---- SOURCE MATERIAL

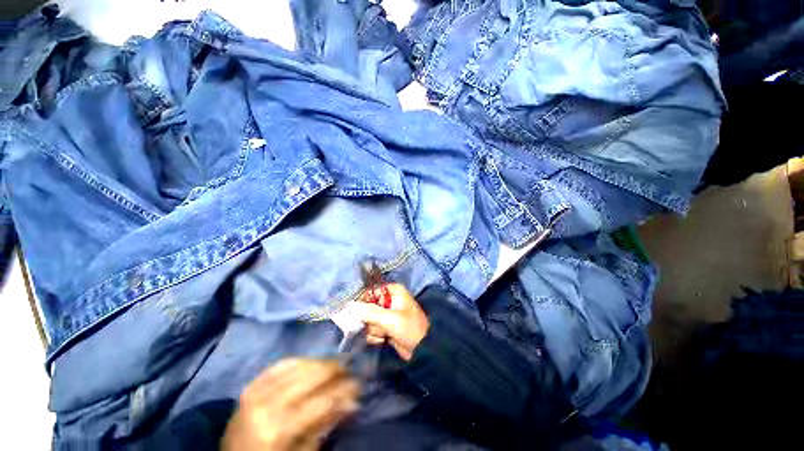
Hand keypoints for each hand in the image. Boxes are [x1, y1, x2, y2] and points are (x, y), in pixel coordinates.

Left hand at [221, 358, 359, 450]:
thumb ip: (325, 425)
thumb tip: (352, 402)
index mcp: (279, 430)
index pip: (322, 401)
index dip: (345, 389)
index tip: (359, 383)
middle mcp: (267, 405)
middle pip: (311, 375)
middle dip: (335, 368)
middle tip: (350, 367)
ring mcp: (255, 391)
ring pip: (298, 364)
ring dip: (320, 361)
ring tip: (334, 363)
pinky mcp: (250, 385)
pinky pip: (281, 364)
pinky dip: (300, 360)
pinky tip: (310, 362)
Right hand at [349, 284, 429, 360]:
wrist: (423, 350)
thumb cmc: (409, 328)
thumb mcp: (390, 319)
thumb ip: (369, 311)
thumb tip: (348, 305)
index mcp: (393, 291)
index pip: (371, 291)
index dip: (363, 301)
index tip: (356, 312)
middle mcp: (389, 300)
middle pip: (367, 306)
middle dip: (370, 319)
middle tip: (377, 326)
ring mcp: (386, 314)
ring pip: (368, 320)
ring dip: (374, 329)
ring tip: (384, 334)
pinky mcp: (385, 327)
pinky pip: (372, 329)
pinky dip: (375, 335)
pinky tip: (383, 339)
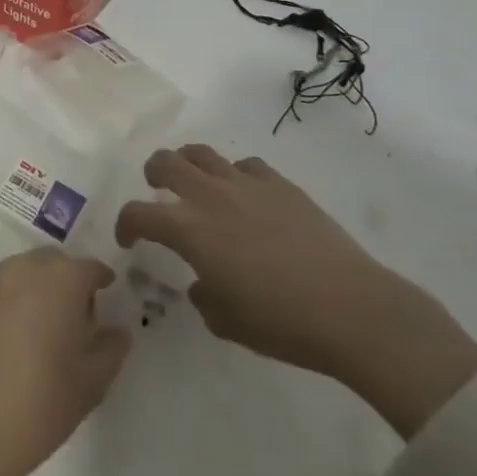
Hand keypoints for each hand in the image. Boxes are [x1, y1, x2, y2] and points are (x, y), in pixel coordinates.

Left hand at [0, 250, 130, 475]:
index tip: (108, 296)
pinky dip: (8, 307)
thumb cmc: (37, 407)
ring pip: (20, 274)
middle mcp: (20, 271)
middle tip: (76, 317)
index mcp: (57, 281)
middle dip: (67, 280)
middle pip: (52, 262)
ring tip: (42, 331)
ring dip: (35, 289)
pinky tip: (7, 345)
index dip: (101, 280)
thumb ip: (111, 349)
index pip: (88, 267)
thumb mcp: (90, 384)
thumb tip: (117, 329)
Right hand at [115, 146, 476, 437]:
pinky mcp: (281, 184)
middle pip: (165, 162)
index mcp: (188, 229)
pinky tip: (246, 196)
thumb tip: (202, 282)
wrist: (350, 309)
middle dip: (153, 174)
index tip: (129, 239)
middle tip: (156, 189)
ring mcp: (247, 184)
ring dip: (189, 164)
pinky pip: (246, 166)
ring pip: (203, 153)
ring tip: (195, 182)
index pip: (138, 213)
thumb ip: (202, 295)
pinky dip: (236, 175)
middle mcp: (210, 196)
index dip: (126, 224)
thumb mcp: (225, 321)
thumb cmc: (280, 322)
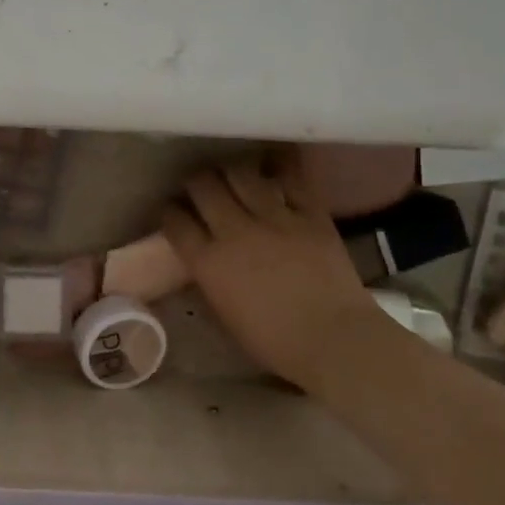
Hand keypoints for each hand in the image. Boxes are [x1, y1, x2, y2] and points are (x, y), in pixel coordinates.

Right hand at [162, 157, 392, 389]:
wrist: (335, 340)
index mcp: (208, 262)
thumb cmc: (275, 342)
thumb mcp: (224, 314)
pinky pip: (291, 178)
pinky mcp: (310, 213)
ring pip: (240, 173)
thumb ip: (209, 279)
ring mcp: (274, 218)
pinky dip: (279, 166)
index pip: (175, 221)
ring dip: (230, 170)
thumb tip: (203, 261)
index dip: (168, 211)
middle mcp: (235, 231)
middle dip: (195, 182)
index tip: (171, 211)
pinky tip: (273, 163)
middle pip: (203, 186)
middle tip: (200, 188)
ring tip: (232, 173)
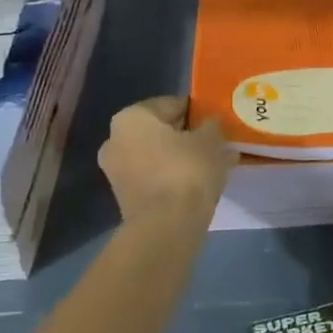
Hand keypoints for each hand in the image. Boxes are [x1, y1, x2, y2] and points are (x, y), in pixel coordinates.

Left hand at [98, 97, 230, 224]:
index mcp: (131, 117)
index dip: (197, 111)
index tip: (216, 121)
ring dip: (183, 157)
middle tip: (216, 142)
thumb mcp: (210, 140)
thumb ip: (212, 126)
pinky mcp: (125, 198)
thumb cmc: (186, 170)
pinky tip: (200, 183)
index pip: (171, 104)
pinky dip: (175, 177)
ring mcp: (117, 171)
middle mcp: (115, 140)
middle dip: (188, 135)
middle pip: (161, 130)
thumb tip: (212, 124)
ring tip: (213, 163)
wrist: (166, 228)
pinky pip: (155, 177)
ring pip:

--------

§ **WORK REQUIRED**: Look for the word "Right" throughout the material above and copy every line that has it.

§ **COMPLETED TASK**:
Right hand at [349, 284, 429, 360]:
Right hand at [115, 146, 476, 437]:
Right hand at [162, 157, 392, 389]:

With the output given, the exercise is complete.